WASHINGTON, DC— Congresswoman Rosa DeLauro (D-CT) today outlined her concerns over accelerated drug approval in a letter to Food and Drug Administration (FDA) Commissioner Margaret Hamburg. She also asked Hamburg for details on device safety to ensure that women and families can rely on safe and effective drugs and medical devices that improve health and wellness. DeLauro is a former chairwoman of the subcommittee responsible for funding the FDA.
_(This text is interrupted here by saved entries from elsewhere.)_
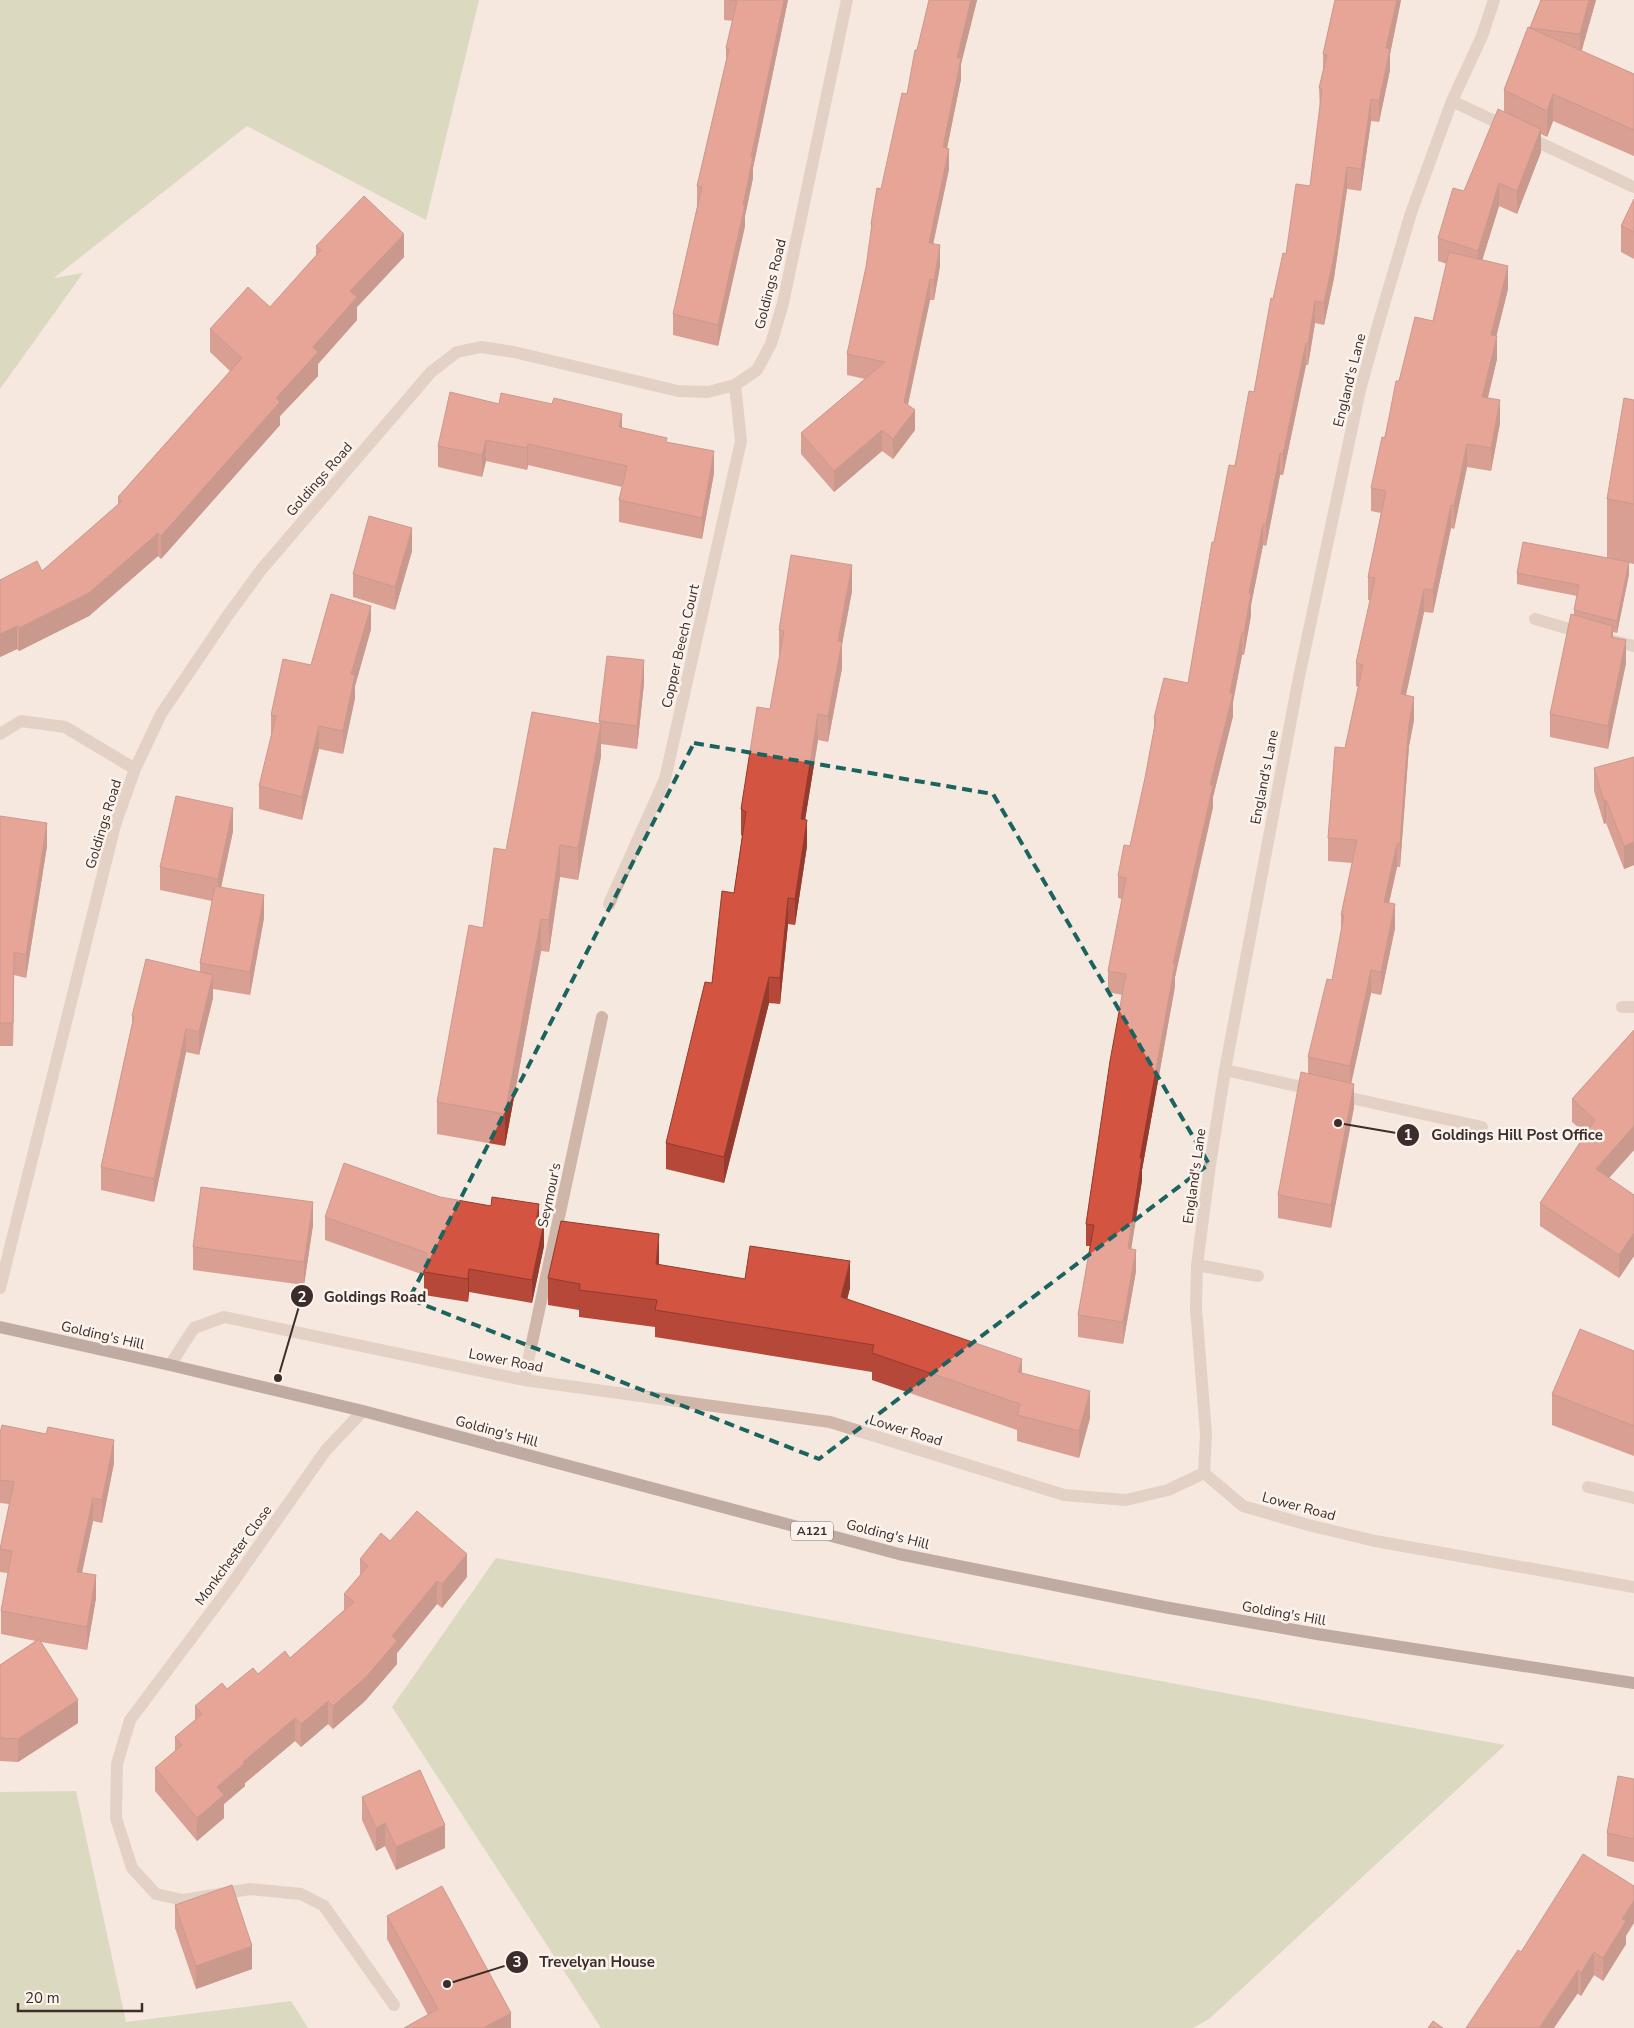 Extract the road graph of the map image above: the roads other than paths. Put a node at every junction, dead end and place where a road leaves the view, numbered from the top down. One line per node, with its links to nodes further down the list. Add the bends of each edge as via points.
1 (847, 0): 5 (street, Goldings Road, via 783,303 771,344 757,370)
2 (1494, 0): 3 (street, England's Lane, via 1482,36)
3 (1452, 102): 4 (street); 12 (street, England's Lane, via 1411,213 1360,390 1299,677)
4 (1634, 187)
5 (735, 385): 9 (street, Goldings Road, via 708,392 678,391 514,352 481,347 457,352 431,372 261,570 161,714); 10 (street, Copper Beech Court, via 741,441 665,779)
6 (1534, 619): 7 (street)
7 (1634, 646)
8 (0, 734): 9 (street, via 21,721 65,726)
9 (136, 769): 16 (street, Goldings Road, via 115,825)
10 (609, 904)
11 (602, 1017): 19 (street, Seymour's)
12 (1225, 1070): 13 (street); 14 (street, England's Lane)
13 (1482, 1127)
14 (1197, 1265): 15 (street); 21 (street, England's Lane, via 1196,1308 1206,1434)
15 (1258, 1276)
16 (0, 1288)
17 (0, 1327): 18 (main road, Golding's Hill / A121)
18 (170, 1365): 19 (street, Lower Road, via 194,1328 224,1317); 20 (main road, Golding's Hill / A121)
19 (524, 1380): 21 (street, Lower Road, via 830,1422 1064,1495 1126,1500 1168,1490)
20 (363, 1411): 25 (main road, Golding's Hill / A121, via 899,1554 1164,1607); 26 (street, Monkchester Close, via 326,1450 229,1588 130,1720 117,1764 116,1818 132,1868 156,1894 183,1900 250,1889 301,1894 324,1906)
21 (1204, 1473): 24 (street, Lower Road, via 1243,1506 1308,1525 1375,1541)
22 (1588, 1487): 23 (street)
23 (1634, 1498)
24 (1634, 1587)
25 (1634, 1683)
26 (394, 2005) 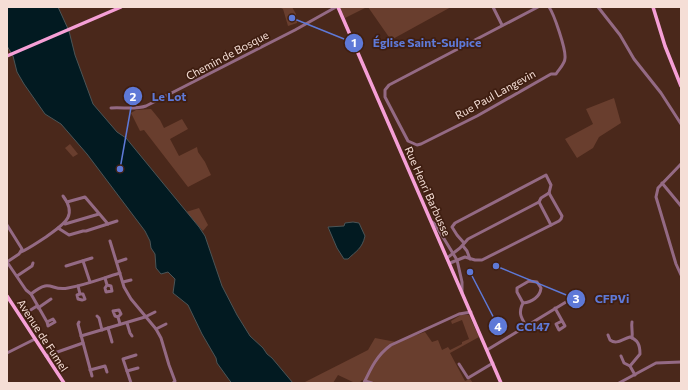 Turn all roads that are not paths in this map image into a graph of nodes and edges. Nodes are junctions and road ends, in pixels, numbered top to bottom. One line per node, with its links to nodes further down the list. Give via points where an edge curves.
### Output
1 (121, 7): 9 (main road)
2 (337, 7): 11 (street, Chemin de Bosque, via 146,106); 14 (main road, Rue Henri Barbusse)
3 (493, 7): 8 (street)
4 (538, 7): 8 (street)
5 (549, 7): 12 (street, Rue Paul Langevin, via 565,52 564,62 556,74 551,74 478,116 419,145 408,141)
6 (598, 7): 13 (street)
7 (653, 7): 10 (main road)
8 (502, 25): 12 (street, Rue Paul Langevin, via 389,85 384,96)
9 (7, 56)
10 (681, 86)
11 (111, 108)
12 (396, 120): 14 (street)
13 (681, 122)
14 (389, 124): 24 (main road, Rue Henri Barbusse)
15 (681, 164): 16 (street)
16 (662, 183): 21 (street); 46 (street, via 656,192 656,201)
17 (550, 193): 20 (street); 27 (street, via 562,216); 31 (street, via 551,185 546,176 455,223 452,227)
18 (62, 196): 19 (street)
19 (67, 202): 22 (street, via 85,197); 25 (street, via 70,212)
20 (539, 202): 27 (street); 31 (street, via 468,239)
21 (681, 206)
22 (99, 214): 25 (street); 26 (street)
23 (118, 221): 26 (street)
24 (432, 222): 33 (street); 35 (main road, Rue Henri Barbusse)
25 (65, 224): 29 (street)
26 (108, 224): 29 (street, via 69,235)
27 (551, 225): 37 (street, via 482,260)
28 (7, 226): 32 (street)
29 (58, 228): 32 (street)
30 (110, 240): 41 (street)
31 (464, 244): 33 (street); 37 (street)
32 (21, 252): 40 (street)
33 (454, 254): 35 (street); 39 (street)
34 (92, 258): 38 (street)
35 (447, 258): 43 (main road, Rue Henri Barbusse)
36 (126, 259): 41 (street)
37 (470, 259): 39 (street, via 465,257)
38 (83, 260): 44 (street); 50 (street)
39 (456, 260): 43 (street); 54 (street)
40 (7, 262): 47 (street)
41 (117, 262): 45 (street)
42 (34, 263): 47 (street)
43 (450, 264): 54 (main road, Rue Henri Barbusse)
44 (66, 266)
45 (120, 273): 48 (street); 51 (street)
46 (681, 274)
47 (17, 276): 55 (street)
48 (105, 278): 50 (street); 52 (street)
49 (131, 280): 51 (street)
50 (90, 282): 53 (street)
51 (123, 282): 68 (street, via 131,299)
52 (107, 285)
53 (78, 286): 55 (street, via 66,289 47,285); 56 (street)
54 (462, 293): 65 (main road, Rue Henri Barbusse)
55 (31, 294): 61 (street)
56 (80, 294)
57 (7, 296): 84 (main road, Avenue de Fumel)
58 (51, 299): 61 (street)
59 (566, 302): 62 (street)
60 (523, 303): 60 (street, via 539,295 541,288 537,282 530,281 517,288); 76 (street, via 520,315)
61 (37, 307): 63 (street); 70 (street)
62 (555, 308): 69 (street); 76 (street)
63 (29, 311)
64 (155, 312): 68 (street)
65 (470, 312): 87 (main road, Rue Henri Barbusse); 103 (street, via 459,314 390,345 375,360)
66 (97, 316): 79 (street)
67 (118, 317): 74 (street)
68 (145, 317): 72 (street); 78 (street)
69 (562, 321)
70 (47, 322)
71 (79, 322): 81 (street)
72 (127, 322): 74 (street); 82 (street)
73 (632, 322): 83 (street)
74 (120, 324): 77 (street)
75 (166, 324): 78 (street)
76 (526, 326): 87 (street)
77 (108, 328): 79 (street); 85 (street)
78 (156, 329): 106 (street)
79 (102, 330): 81 (street)
80 (608, 335): 83 (street, via 613,343)
81 (81, 336): 86 (street)
82 (132, 336)
83 (632, 338): 95 (street, via 638,342 640,354)
84 (35, 339): 88 (street); 90 (main road, Avenue de Fumel)
85 (112, 342)
86 (83, 343): 90 (street); 97 (street)
87 (487, 350): 93 (main road, Rue Henri Barbusse)
88 (7, 353)
89 (136, 355): 98 (street, via 123,359)
90 (46, 356): 104 (main road, Avenue de Fumel)
91 (621, 356): 95 (street, via 624,363)
92 (681, 362): 100 (street, via 656,363)
93 (493, 363): 94 (street, via 468,378); 108 (main road, Rue Henri Barbusse)
94 (459, 364)
95 (630, 366): 100 (street)
96 (138, 368): 98 (street)
97 (90, 370): 99 (street, via 105,366); 101 (street)
98 (127, 371): 105 (street)
99 (107, 372)
100 (635, 375): 102 (street)
101 (92, 376)
102 (628, 378): 109 (street); 110 (street)
103 (365, 382): 107 (street)
104 (64, 383)
105 (131, 383)
106 (174, 383)
107 (372, 383)
108 (501, 383)
109 (619, 383)
110 (630, 383) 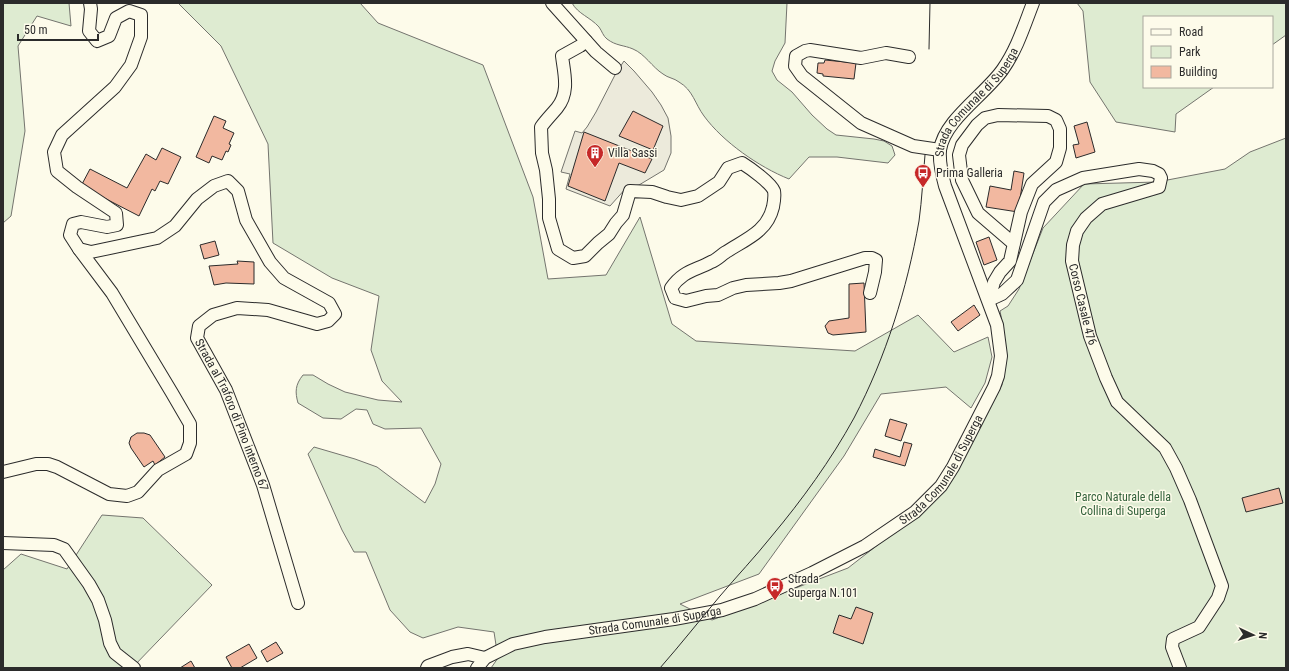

“Last year, the FDA began discussing an Alternative Approval Pathway for Certain Drugs Intended to Address Unmet Medical Need,” DeLauro wrote. “Under these new guidelines, the FDA lowers the standard from two well-designed controlled clinical trials to one smaller study that may not necessarily measure a meaningful health outcome. In addition, if the FDA permits smaller sample sizes, it would not be feasible to conduct subgroup analyses for safety and efficacy in women and men, in different racial and ethnic groups, or across age.  It would also not be possible to determine the appropriate dosages for these different groups.  This information is essential for prescribers and patients.”

Concerns were raised after a tuberculosis drug, Situro, was approved through an accelerated approval pathway although patients are five times more likely to die while taking the drug. Accelerated drug approval often pushes drugs through short, limited clinical trials that do not measure overall patient health and wellness. Further, as DeLauro outlined in her letter, the small limited trials found in accelerated approval often fail to include women and minorities, leaving these subpopulations unrepresented and vulnerable.

“The FDA has a high level of regulatory authority and discretion over medical device classification and drug approval methods,” DeLauro said in a statement accompanying the letter. “The public trusts in FDA to ensure that drugs and medical devices are both safe and effective. Public health and wellness has been, and should continue to be, the primary focus of the FDA.”